Abschließend bitte ich Sie um Zustimmung zu der Beschlussempfehlung. Machen Sie den Weg frei für die Bereicherung der Schullandschaft in Sachsen-Anhalt um einen weiteren Schultyp, die Gemeinschaftsschule. - Vielen Dank.
Danke schön, Frau Kollegin Reinecke. Es gibt eine Anfrage der Frau Kollegin von Angern. Möchten Sie diese beantworten?
Das ist keine Frage zur Gemeinschaftsschule. Frau Kollegin Reinecke, können Sie mir erklären, warum Sie als Bildungspolitikerin Ihrer Fraktion dem Vorschlag des Rechtsausschusses nicht gefolgt sind, die Ordnungswidrigkeit aus § 84 Abs. 1 Nr. 1 des Schulgesetzes zu streichen? Können Sie mir darüber hinaus erklären, welchen pädagogischen Wert die Verhängung von Geldbußen bzw. deren Umwandlung in Beugearrest für Schulschwänzer hat? Sind Sie der Auffassung, dass dies tatsächlich ein Problem der Justiz ist und deswegen in deren Zuständigkeit fallen sollte?
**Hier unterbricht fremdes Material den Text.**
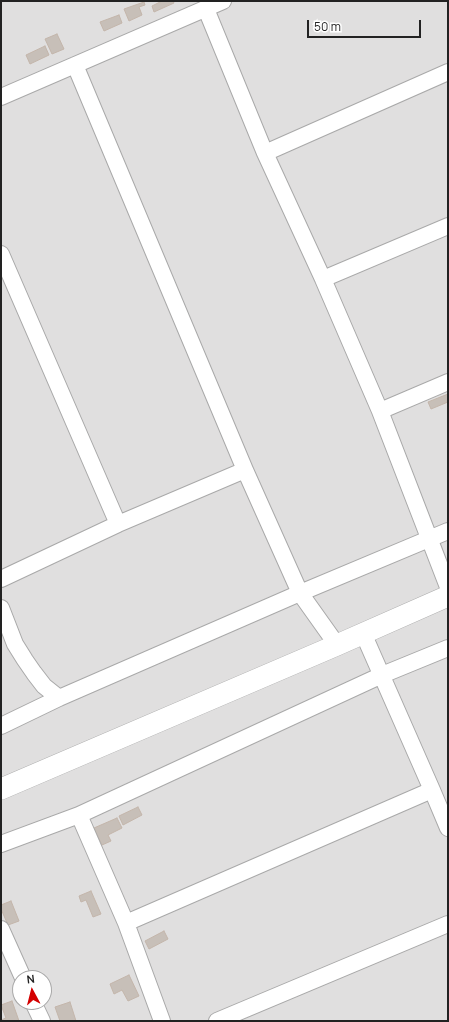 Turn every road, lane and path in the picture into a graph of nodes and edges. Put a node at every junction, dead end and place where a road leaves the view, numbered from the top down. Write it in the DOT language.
graph roads {
  1 [pos="223,1"];
  2 [pos="206,9"];
  3 [pos="75,65"];
  4 [pos="448,72"];
  5 [pos="1,97"];
  6 [pos="265,153"];
  7 [pos="448,226"];
  8 [pos="1,254"];
  9 [pos="323,279"];
  10 [pos="448,382"];
  11 [pos="380,411"];
  12 [pos="245,470"];
  13 [pos="118,524"];
  14 [pos="448,531"];
  15 [pos="429,539"];
  16 [pos="1,579"];
  17 [pos="448,587"];
  18 [pos="300,593"];
  19 [pos="448,596"];
  20 [pos="1,608"];
  21 [pos="363,633"];
  22 [pos="336,645"];
  23 [pos="448,648"];
  24 [pos="382,675"];
  25 [pos="60,698"];
  26 [pos="1,726"];
  27 [pos="1,788"];
  28 [pos="432,790"];
  29 [pos="79,815"];
  30 [pos="448,828"];
  31 [pos="1,844"];
  32 [pos="126,923"];
  33 [pos="448,924"];
  34 [pos="1,929"];
  35 [pos="19,970"];
  36 [pos="37,1010"];
  37 [pos="42,1021"];
  38 [pos="162,1021"];
  39 [pos="218,1021"];
  1 -- 2 [label="street"];
  2 -- 3 [label="street"];
  2 -- 6 [label="street"];
  3 -- 5 [label="street"];
  3 -- 12 [label="street"];
  4 -- 6 [label="street"];
  6 -- 9 [label="street"];
  7 -- 9 [label="street"];
  8 -- 13 [label="street"];
  9 -- 11 [label="street"];
  10 -- 11 [label="street"];
  11 -- 15 [label="street"];
  12 -- 13 [label="street"];
  12 -- 18 [label="street"];
  13 -- 16 [label="street"];
  14 -- 15 [label="street"];
  15 -- 17 [label="street"];
  15 -- 18 [label="street"];
  18 -- 22 [label="street"];
  18 -- 25 [label="street"];
  19 -- 21 [label="street"];
  20 -- 25 [label="street"];
  21 -- 22 [label="street"];
  21 -- 24 [label="street"];
  22 -- 27 [label="street"];
  23 -- 24 [label="street"];
  24 -- 28 [label="street"];
  24 -- 29 [label="street"];
  25 -- 26 [label="street"];
  28 -- 30 [label="street"];
  28 -- 32 [label="street"];
  29 -- 31 [label="street"];
  29 -- 32 [label="street"];
  32 -- 38 [label="street"];
  33 -- 39 [label="street"];
  34 -- 35 [label="street"];
  36 -- 37 [label="street"];
} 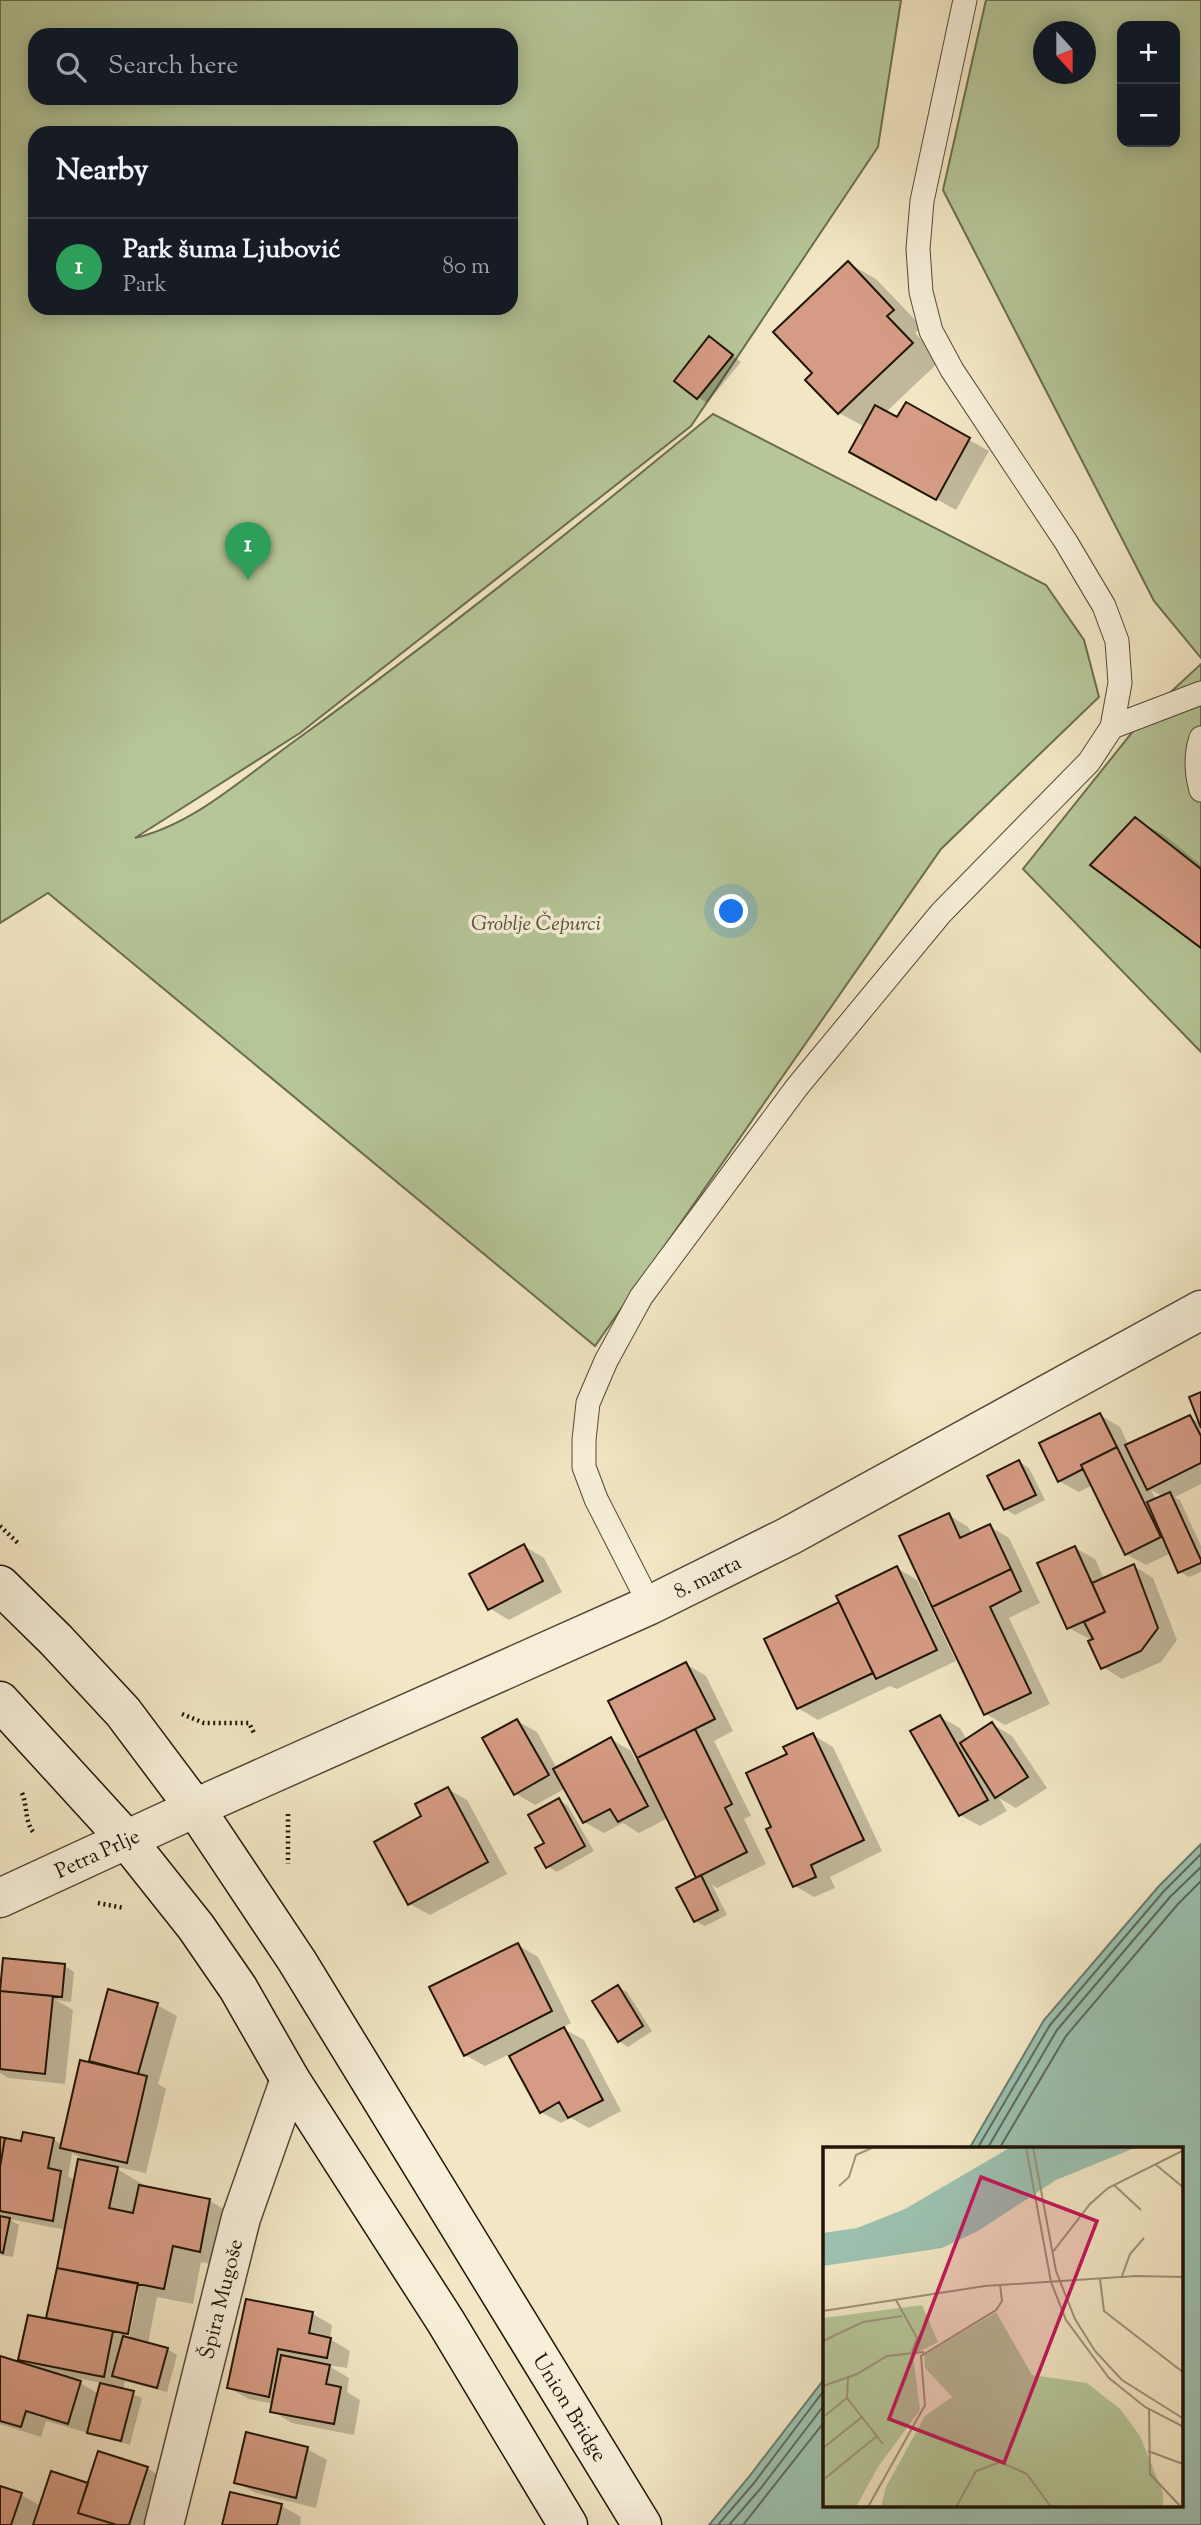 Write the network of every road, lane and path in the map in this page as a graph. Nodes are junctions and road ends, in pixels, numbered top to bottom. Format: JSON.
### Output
{"nodes":[{"id":1,"x":965,"y":0,"type":"edge"},
{"id":2,"x":1201,"y":693,"type":"edge"},
{"id":3,"x":1112,"y":727,"type":"junction"},
{"id":4,"x":1201,"y":738,"type":"edge"},
{"id":5,"x":1201,"y":790,"type":"edge"},
{"id":6,"x":1201,"y":1310,"type":"edge"},
{"id":7,"x":0,"y":1584,"type":"edge"},
{"id":8,"x":650,"y":1605,"type":"junction"},
{"id":9,"x":0,"y":1701,"type":"edge"},
{"id":10,"x":195,"y":1808,"type":"junction"},
{"id":11,"x":126,"y":1839,"type":"junction"},
{"id":12,"x":0,"y":1898,"type":"edge"},
{"id":13,"x":290,"y":2079,"type":"junction"},
{"id":14,"x":164,"y":2525,"type":"edge"},
{"id":15,"x":568,"y":2525,"type":"edge"},
{"id":16,"x":642,"y":2525,"type":"edge"}],
"edges":[{"from":1,"to":3,"type":"lane"},
{"from":2,"to":3,"type":"lane"},
{"from":3,"to":8,"type":"lane"},
{"from":4,"to":5,"type":"lane"},
{"from":6,"to":8,"type":"main road","name":"8. marta"},
{"from":7,"to":10,"type":"main road","name":"Union Bridge"},
{"from":8,"to":10,"type":"main road","name":"8. marta"},
{"from":9,"to":11,"type":"main road"},
{"from":10,"to":11,"type":"main road","name":"Petra Prlje"},
{"from":10,"to":16,"type":"main road","name":"Union Bridge"},
{"from":11,"to":12,"type":"main road","name":"Petra Prlje"},
{"from":11,"to":13,"type":"main road"},
{"from":13,"to":14,"type":"main road","name":"Špira Mugoše"},
{"from":13,"to":15,"type":"main road"}]}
Frau Kollegin von Angern, Sie wissen, ich bin im Bereich der Straffälligen- und Bewährungshilfe ehrenamtlich tätig. Ich denke, fachlich brauchen wir uns an dieser Stelle nicht auseinanderzusetzen. Wir sind bildungspolitisch einfach an dem Punkt, dass wir sagen: Dieses komplexe Thema gehört in einen Gesamtkontext. An diesen Lösungswegen werden wir auch arbeiten.
Danke schön. - Wir fahren in der Debatte fort. Als Nächste spricht für die Fraktion BÜNDNIS 90/ DIE GRÜNEN deren Vorsitzende Frau Professor Dr. Dalbert.
Sehr geehrter Herr Präsident! Liebe Kolleginnen und Kollegen! Heute ist der große Tag gekommen. Die SPD wird eines ihrer großen Wahlversprechen einlösen. Die Regierungskoalition wird einen wichtigen Punkt im Koalitionsvertrag abarbeiten. Frau Reinecke, wenn ich mir die Begeisterung im Saal ansehe, dann muss ich sagen: Vielleicht sollte man hier ein bisschen Dopamin verteilen.